Starr Indemnity & Liability Co. v. SGS Petroleum Service Corp.
(5th Cir., June 18, 2013)
This environmental coverage action arises from a dispute on as to the notice provision involving a pollution occurrence and whether the policyholder was required to show prejudice before denying coverage as required by a pollution buy-back provision in the policy.
Specifically, Starr’s excess coverage policy contained an absolute pollution exclusion clause. However, the parties negotiated a buy-back provision which deleted the original pollution exclusion and replaced it with a new provision providing coverage under certain specific conditions. One was that any discharge or escape of pollutants must have been reported within 30 days after having been known to the insured. The insured did not report the triggering incident to the insurer until 59 days after it learned of the chemical release. The court, relying on its decision in Matador Petroleum Corp. v. St. Paul Surplus Lines, 174 F.3d 653 (5th Cir. 1999), found that the insurer was justified in denying coverage under the specific terms of the buy-back provision which the parties had negotiated to replace the original pollution exclusion. The court noted that, as held in Matador, supra, the plain language of the endorsement should have been respected regardless of any prejudice suffered by the insurer as a result of the late notice. The notice requirement in the supplemental pollution endorsement was essential to the bargained-for coverage.

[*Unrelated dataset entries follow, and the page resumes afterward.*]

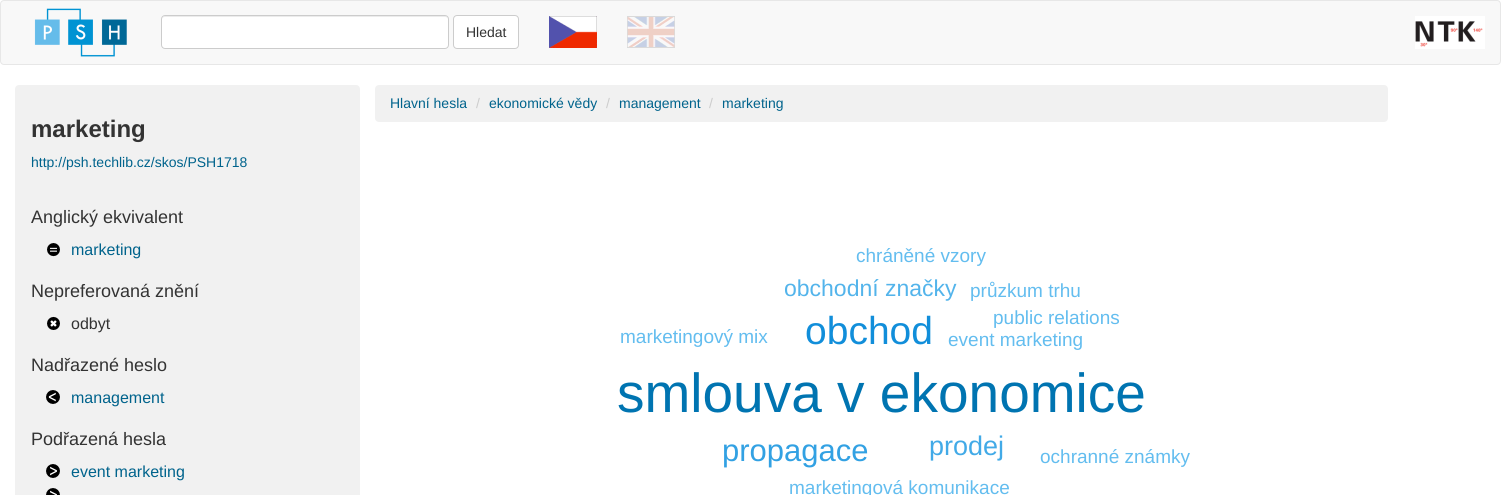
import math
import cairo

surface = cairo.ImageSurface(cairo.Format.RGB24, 1501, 495)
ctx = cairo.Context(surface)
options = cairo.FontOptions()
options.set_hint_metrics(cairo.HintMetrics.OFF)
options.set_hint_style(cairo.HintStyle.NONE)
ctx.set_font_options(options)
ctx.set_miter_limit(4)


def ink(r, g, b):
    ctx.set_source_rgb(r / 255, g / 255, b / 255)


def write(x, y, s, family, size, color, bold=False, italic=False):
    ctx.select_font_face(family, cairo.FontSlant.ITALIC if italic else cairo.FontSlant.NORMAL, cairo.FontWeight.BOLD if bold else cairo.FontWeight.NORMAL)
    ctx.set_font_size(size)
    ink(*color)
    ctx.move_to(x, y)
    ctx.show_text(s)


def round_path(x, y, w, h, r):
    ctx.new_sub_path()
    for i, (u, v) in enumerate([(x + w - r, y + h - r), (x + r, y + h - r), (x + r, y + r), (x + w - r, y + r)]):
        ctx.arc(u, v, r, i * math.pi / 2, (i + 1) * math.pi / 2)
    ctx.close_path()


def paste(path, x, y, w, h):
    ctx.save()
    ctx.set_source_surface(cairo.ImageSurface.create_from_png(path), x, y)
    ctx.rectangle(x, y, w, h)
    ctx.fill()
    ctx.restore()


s1 = dict(family="Liberation Sans", size=14, color=(51, 51, 51))
s2 = dict(family="Liberation Sans", size=24, color=(51, 51, 51), bold=True)
s3 = dict(family="Liberation Sans", size=14, color=(0, 99, 140))
s4 = dict(family="Liberation Sans", size=18, color=(51, 51, 51))
s5 = dict(family="Liberation Sans", size=16, color=(0, 99, 140))
s6 = dict(family="Liberation Sans", size=16, color=(51, 51, 51))
s7 = dict(family="Liberation Sans", size=14, color=(204, 204, 204))
s8 = dict(family="Liberation Sans", size=19, color=(99, 189, 239))
s9 = dict(family="Liberation Sans", size=23, color=(83, 180, 235))
s10 = dict(family="Liberation Sans", size=39, color=(17, 142, 218))
s11 = dict(family="Liberation Sans", size=55, color=(0, 116, 177))
s12 = dict(family="Liberation Sans", size=31, color=(50, 161, 227))
s13 = dict(family="Liberation Sans", size=27, color=(66, 170, 231))

ink(255, 255, 255)
ctx.paint()
ink(248, 248, 248)
round_path(0.5, 0.5, 1500, 64, 3.5)
ctx.fill_preserve()
ink(231, 231, 231)
ctx.set_line_width(1)
ctx.stroke()
paste("pic1.png", 34, 8, 93, 49)
ink(255, 255, 255)
round_path(161, 15, 288, 34, 4)
ctx.fill()
ink(236, 236, 236)
ctx.new_path()
ctx.move_to(165, 17)
ctx.line_to(445, 17)
ctx.curve_to(447, 17, 448, 18, 448, 20)
ctx.curve_to(448, 18, 447, 16, 445, 16)
ctx.line_to(165, 16)
ctx.curve_to(163, 16, 162, 18, 162, 20)
ctx.curve_to(162, 18, 163, 17, 165, 17)
ctx.close_path()
ctx.fill()
round_path(161.5, 15.5, 287, 33, 3.5)
ink(204, 204, 204)
ctx.stroke()
ink(255, 255, 255)
round_path(453.5, 15.5, 65, 33, 3.5)
ctx.fill_preserve()
ink(204, 204, 204)
ctx.stroke()
write(466, 37, "Hledat", **s1)
paste("pic2.png", 549, 16, 48, 32)
paste("pic3.png", 627, 16, 48, 32)
paste("pic4.png", 1415, 16, 70, 33)
ink(241, 241, 241)
round_path(15, 85, 345, 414, 4)
ctx.fill()
write(31, 137, "marketing", **s2)
write(31, 167, "http://psh.techlib.cz/skos/PSH1718", **s3)
write(31, 223, "Anglický ekvivalent", **s4)
paste("pic5.png", 47, 243, 13, 14)
write(71, 255, "marketing", **s5)
write(31, 297, "Nepreferovaná znění", **s4)
paste("pic6.png", 47, 316, 13, 14)
write(71, 329, "odbyt", **s6)
write(31, 371, "Nadřazené heslo", **s4)
paste("pic7.png", 46, 390, 14, 14)
write(71, 403, "management", **s5)
write(31, 445, "Podřazená hesla", **s4)
paste("pic8.png", 46, 464, 14, 14)
write(71, 477, "event marketing", **s5)
paste("pic9.png", 46, 488, 14, 7)
ink(241, 241, 241)
round_path(375, 85, 1013, 37, 4)
ctx.fill()
write(390, 108, "Hlavní hesla", **s3)
write(476, 108, "/", **s7)
write(489, 108, "ekonomické vědy", **s3)
write(606, 108, "/", **s7)
write(619, 108, "management", **s3)
write(709, 108, "/", **s7)
write(722, 108, "marketing", **s3)
write(856, 262, "chráněné vzory", **s8)
write(784, 296, "obchodní značky", **s9)
write(970, 297, "průzkum trhu", **s8)
write(620, 343, "marketingový mix", **s8)
write(805, 344, "obchod", **s10)
write(993, 324, "public relations", **s8)
write(948, 346, "event marketing", **s8)
write(617, 412, "smlouva v ekonomice", **s11)
write(722, 461, "propagace", **s12)
write(929, 455, "prodej", **s13)
write(1040, 463, "ochranné známky", **s8)
write(789, 494, "marketingová komunikace", **s8)
surface.write_to_png("screenshot.png")
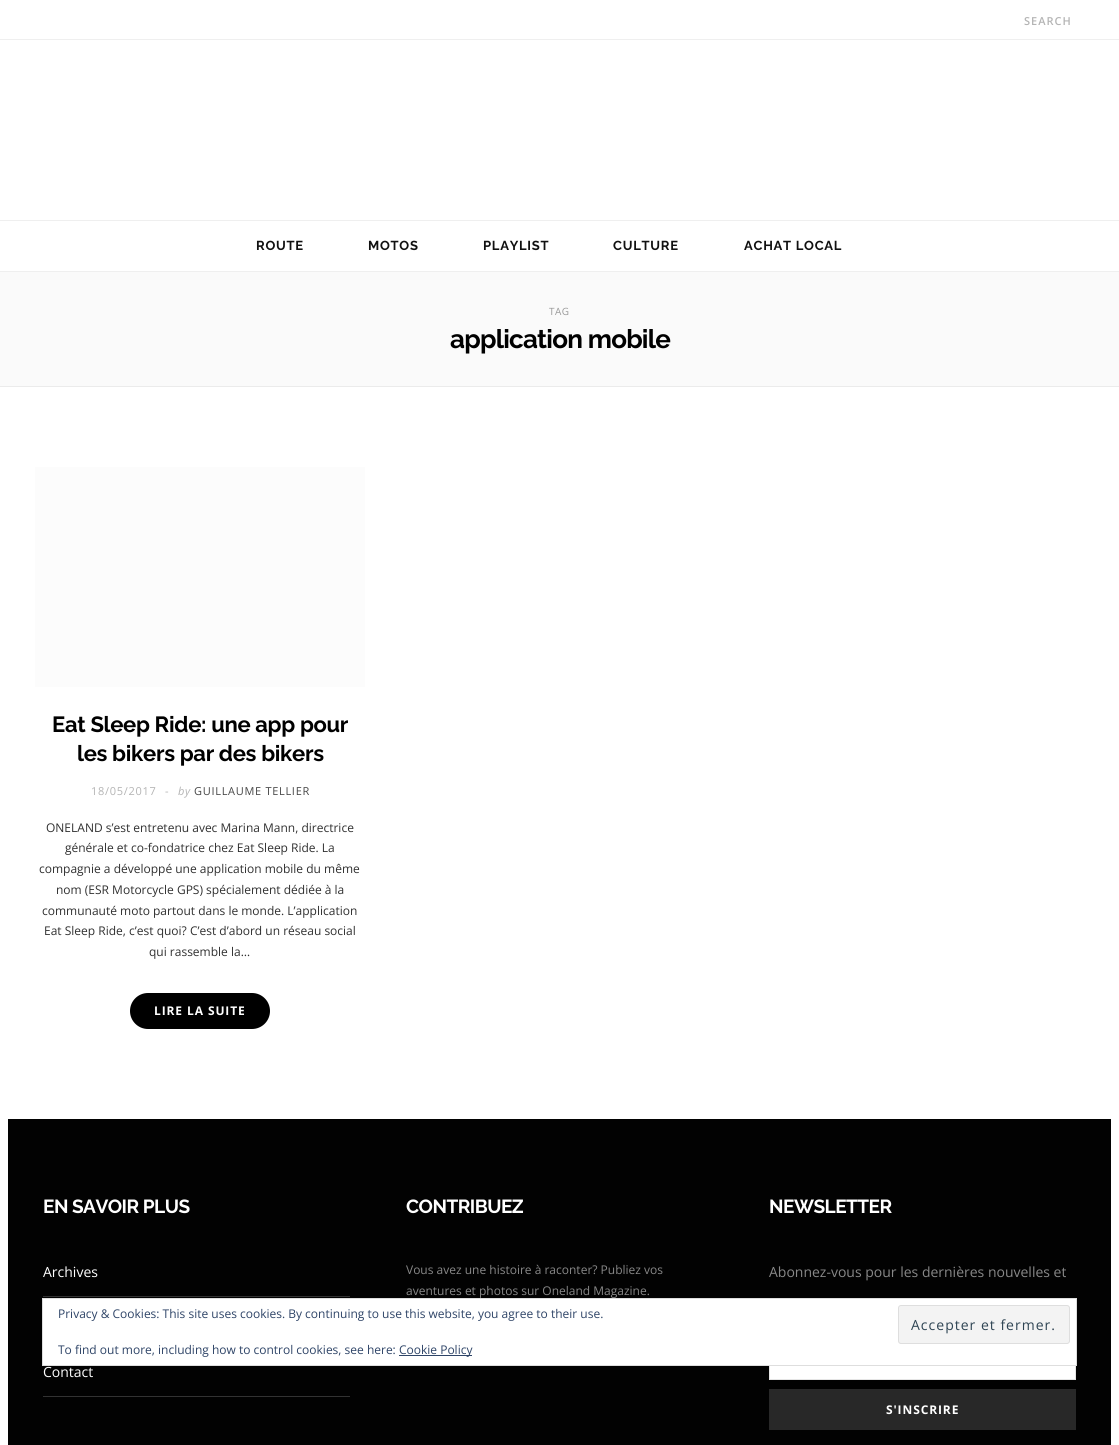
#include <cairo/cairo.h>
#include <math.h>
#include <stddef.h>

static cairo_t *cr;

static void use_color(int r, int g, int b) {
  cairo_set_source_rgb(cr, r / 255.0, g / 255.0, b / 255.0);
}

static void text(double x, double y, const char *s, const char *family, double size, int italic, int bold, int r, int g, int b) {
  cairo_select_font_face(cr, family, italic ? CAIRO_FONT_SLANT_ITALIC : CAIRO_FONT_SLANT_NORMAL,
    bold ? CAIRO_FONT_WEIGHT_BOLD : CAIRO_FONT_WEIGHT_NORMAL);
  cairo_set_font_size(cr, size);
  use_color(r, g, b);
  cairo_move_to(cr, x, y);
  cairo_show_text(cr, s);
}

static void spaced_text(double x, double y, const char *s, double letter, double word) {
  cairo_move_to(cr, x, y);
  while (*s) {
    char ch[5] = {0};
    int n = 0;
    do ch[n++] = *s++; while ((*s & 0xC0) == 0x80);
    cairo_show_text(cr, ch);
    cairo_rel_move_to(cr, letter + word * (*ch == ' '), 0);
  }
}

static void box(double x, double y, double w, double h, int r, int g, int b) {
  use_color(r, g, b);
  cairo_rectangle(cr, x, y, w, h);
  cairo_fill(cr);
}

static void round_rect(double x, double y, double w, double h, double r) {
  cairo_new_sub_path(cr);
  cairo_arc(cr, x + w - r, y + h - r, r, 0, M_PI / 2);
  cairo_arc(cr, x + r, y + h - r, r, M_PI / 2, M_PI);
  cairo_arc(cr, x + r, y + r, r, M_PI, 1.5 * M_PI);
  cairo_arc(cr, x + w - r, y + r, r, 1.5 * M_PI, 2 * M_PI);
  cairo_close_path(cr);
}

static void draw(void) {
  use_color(255, 255, 255);
  cairo_paint(cr);
  box(0, 39, 1119, 1, 239, 239, 239);
  box(0, 220, 1119, 1, 239, 239, 239);
  box(0, 271, 1119, 1, 239, 239, 239);
  box(0, 272, 1119, 114, 250, 250, 250);
  box(0, 386, 1119, 1, 235, 235, 235);
  box(35, 467, 330, 220, 252, 252, 252);
  use_color(0, 0, 0);
  round_rect(130, 993, 140, 36, 18);
  cairo_fill(cr);
  box(8, 1119, 1103, 326, 2, 2, 2);
  box(43, 1296, 307, 1, 50, 50, 50);
  box(43, 1396, 307, 1, 50, 50, 50);
  box(770, 1366, 305, 13, 255, 255, 255);
  cairo_rectangle(cr, 769.5, 1339.5, 306, 40);
  use_color(229, 229, 229);
  cairo_set_line_width(cr, 1);
  cairo_stroke(cr);
  box(769, 1389, 307, 41, 40, 40, 40);
  use_color(255, 255, 255);
  cairo_rectangle(cr, 42.5, 1298.5, 1034, 67);
  cairo_fill_preserve(cr);
  use_color(222, 222, 222);
  cairo_stroke(cr);
  use_color(243, 243, 243);
  round_rect(898.5, 1305.5, 171, 38, 2.5);
  cairo_fill_preserve(cr);
  use_color(222, 222, 222);
  cairo_stroke(cr);
  box(399, 1355, 73, 1, 46, 68, 103);
  cairo_select_font_face(cr, "Open Sans SemiBold", CAIRO_FONT_SLANT_NORMAL, CAIRO_FONT_WEIGHT_NORMAL);
  cairo_set_font_size(cr, 11);
  use_color(180, 180, 180);
  spaced_text(1024, 25, "SEARCH", 1, 0);
  cairo_select_font_face(cr, "Raleway", CAIRO_FONT_SLANT_NORMAL, CAIRO_FONT_WEIGHT_BOLD);
  cairo_set_font_size(cr, 13);
  use_color(17, 17, 17);
  spaced_text(256, 250, "ROUTE", 0.75, 0);
  spaced_text(368, 250, "MOTOS", 0.75, 0);
  spaced_text(483, 250, "PLAYLIST", 0.75, 0);
  spaced_text(613, 250, "CULTURE", 0.75, 0);
  spaced_text(744, 250, "ACHAT LOCAL", 0.75, 0);
  cairo_select_font_face(cr, "Open Sans", CAIRO_FONT_SLANT_NORMAL, CAIRO_FONT_WEIGHT_NORMAL);
  cairo_set_font_size(cr, 10);
  use_color(153, 153, 153);
  spaced_text(549, 315, "TAG", 0.5, 0);
  cairo_select_font_face(cr, "Raleway", CAIRO_FONT_SLANT_NORMAL, CAIRO_FONT_WEIGHT_BOLD);
  cairo_set_font_size(cr, 26);
  use_color(0, 0, 0);
  spaced_text(450, 348, "application mobile", -0.75, 0);
  cairo_set_font_size(cr, 22);
  spaced_text(52, 732, "Eat Sleep Ride: une app pour", -0.3, 0);
  spaced_text(77, 761, "les bikers par des bikers", -0.3, 0);
  cairo_select_font_face(cr, "Open Sans", CAIRO_FONT_SLANT_NORMAL, CAIRO_FONT_WEIGHT_NORMAL);
  cairo_set_font_size(cr, 11);
  use_color(180, 180, 180);
  spaced_text(91, 795, "18/05/2017", 0.7, 0);
  text(165, 795, "-", "Open Sans", 11, 0, 0, 180, 180, 180);
  cairo_select_font_face(cr, "Open Sans", CAIRO_FONT_SLANT_ITALIC, CAIRO_FONT_WEIGHT_NORMAL);
  spaced_text(178, 795, "by", 0.7, 0);
  cairo_select_font_face(cr, "Open Sans", CAIRO_FONT_SLANT_NORMAL, CAIRO_FONT_WEIGHT_NORMAL);
  use_color(69, 69, 69);
  spaced_text(194, 795, "GUILLAUME TELLIER", 0.7, 0);
  text(46, 832, "ONELAND s’est entretenu avec Marina Mann, directrice", "Open Sans", 12, 0, 0, 48, 48, 48);
  text(65, 852, "générale et co-fondatrice chez Eat Sleep Ride. La", "Open Sans", 12, 0, 0, 48, 48, 48);
  text(39, 873, "compagnie a développé une application mobile du même", "Open Sans", 12, 0, 0, 48, 48, 48);
  text(56, 894, "nom (ESR Motorcycle GPS) spécialement dédiée à la", "Open Sans", 12, 0, 0, 48, 48, 48);
  text(42, 915, "communauté moto partout dans le monde. L’application", "Open Sans", 12, 0, 0, 48, 48, 48);
  text(44, 935, "Eat Sleep Ride, c’est quoi? C’est d’abord un réseau social", "Open Sans", 12, 0, 0, 48, 48, 48);
  text(149, 956, "qui rassemble la…", "Open Sans", 12, 0, 0, 48, 48, 48);
  cairo_select_font_face(cr, "Open Sans", CAIRO_FONT_SLANT_NORMAL, CAIRO_FONT_WEIGHT_BOLD);
  use_color(255, 255, 255);
  spaced_text(154, 1015, "LIRE LA SUITE", 0.9, 0);
  cairo_select_font_face(cr, "Raleway", CAIRO_FONT_SLANT_NORMAL, CAIRO_FONT_WEIGHT_BOLD);
  cairo_set_font_size(cr, 19);
  spaced_text(43, 1213, "EN SAVOIR PLUS", -0.5, 0);
  text(43, 1277, "Archives", "Open Sans", 14, 0, 0, 255, 255, 255);
  text(43, 1377, "Contact", "Open Sans", 14, 0, 0, 255, 255, 255);
  cairo_select_font_face(cr, "Raleway", CAIRO_FONT_SLANT_NORMAL, CAIRO_FONT_WEIGHT_BOLD);
  cairo_set_font_size(cr, 19);
  spaced_text(406, 1213, "CONTRIBUEZ", -0.5, 0);
  text(406, 1274, "Vous avez une histoire à raconter? Publiez vos", "Open Sans", 12, 0, 0, 136, 136, 136);
  text(406, 1295, "aventures et photos sur Oneland Magazine.", "Open Sans", 12, 0, 0, 136, 136, 136);
  cairo_select_font_face(cr, "Raleway", CAIRO_FONT_SLANT_NORMAL, CAIRO_FONT_WEIGHT_BOLD);
  cairo_set_font_size(cr, 19);
  use_color(255, 255, 255);
  spaced_text(769, 1213, "NEWSLETTER", -0.5, 0);
  text(769, 1277, "Abonnez-vous pour les dernières nouvelles et", "Open Sans", 14, 0, 0, 136, 136, 136);
  cairo_select_font_face(cr, "Open Sans", CAIRO_FONT_SLANT_NORMAL, CAIRO_FONT_WEIGHT_BOLD);
  cairo_set_font_size(cr, 12);
  use_color(255, 255, 255);
  spaced_text(886, 1414, "S'INSCRIRE", 0.9, 0);
  text(58, 1318, "Privacy & Cookies: This site uses cookies. By continuing to use this website, you agree to their use.", "Open Sans", 12, 0, 0, 46, 68, 103);
  cairo_set_font_size(cr, 14);
  use_color(46, 68, 83);
  spaced_text(911, 1330, "Accepter et fermer.", 1, 0);
  text(58, 1354, "To find out more, including how to control cookies, see here:", "Open Sans", 12, 0, 0, 46, 68, 103);
  text(399, 1354, "Cookie Policy", "Open Sans", 12, 0, 0, 46, 68, 103);
}

int main(void) {
  cairo_surface_t *surface = cairo_image_surface_create(CAIRO_FORMAT_RGB24, 1119, 1445);
  cr = cairo_create(surface);
  cairo_font_options_t *options = cairo_font_options_create();
  cairo_font_options_set_hint_metrics(options, CAIRO_HINT_METRICS_OFF);
  cairo_font_options_set_hint_style(options, CAIRO_HINT_STYLE_NONE);
  cairo_set_font_options(cr, options);
  cairo_set_miter_limit(cr, 4);
  draw();
  cairo_surface_write_to_png(surface, "out.png");
  cairo_font_options_destroy(options);
  cairo_destroy(cr);
  cairo_surface_destroy(surface);
  return 0;
}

Lastly, the court held that case law relied upon by the policyholder does not disturb the holding in Matador since those decisions did not involve a conclusion on the notice requirements for this type of supplemental coverage. Here, as in Matador, the dispute involved a specific endorsement, separately negotiated by the parties, and with a clear notice requirement. Thus, the court was bound by its precedent in holding for the insurer, whether or not there was prejudice.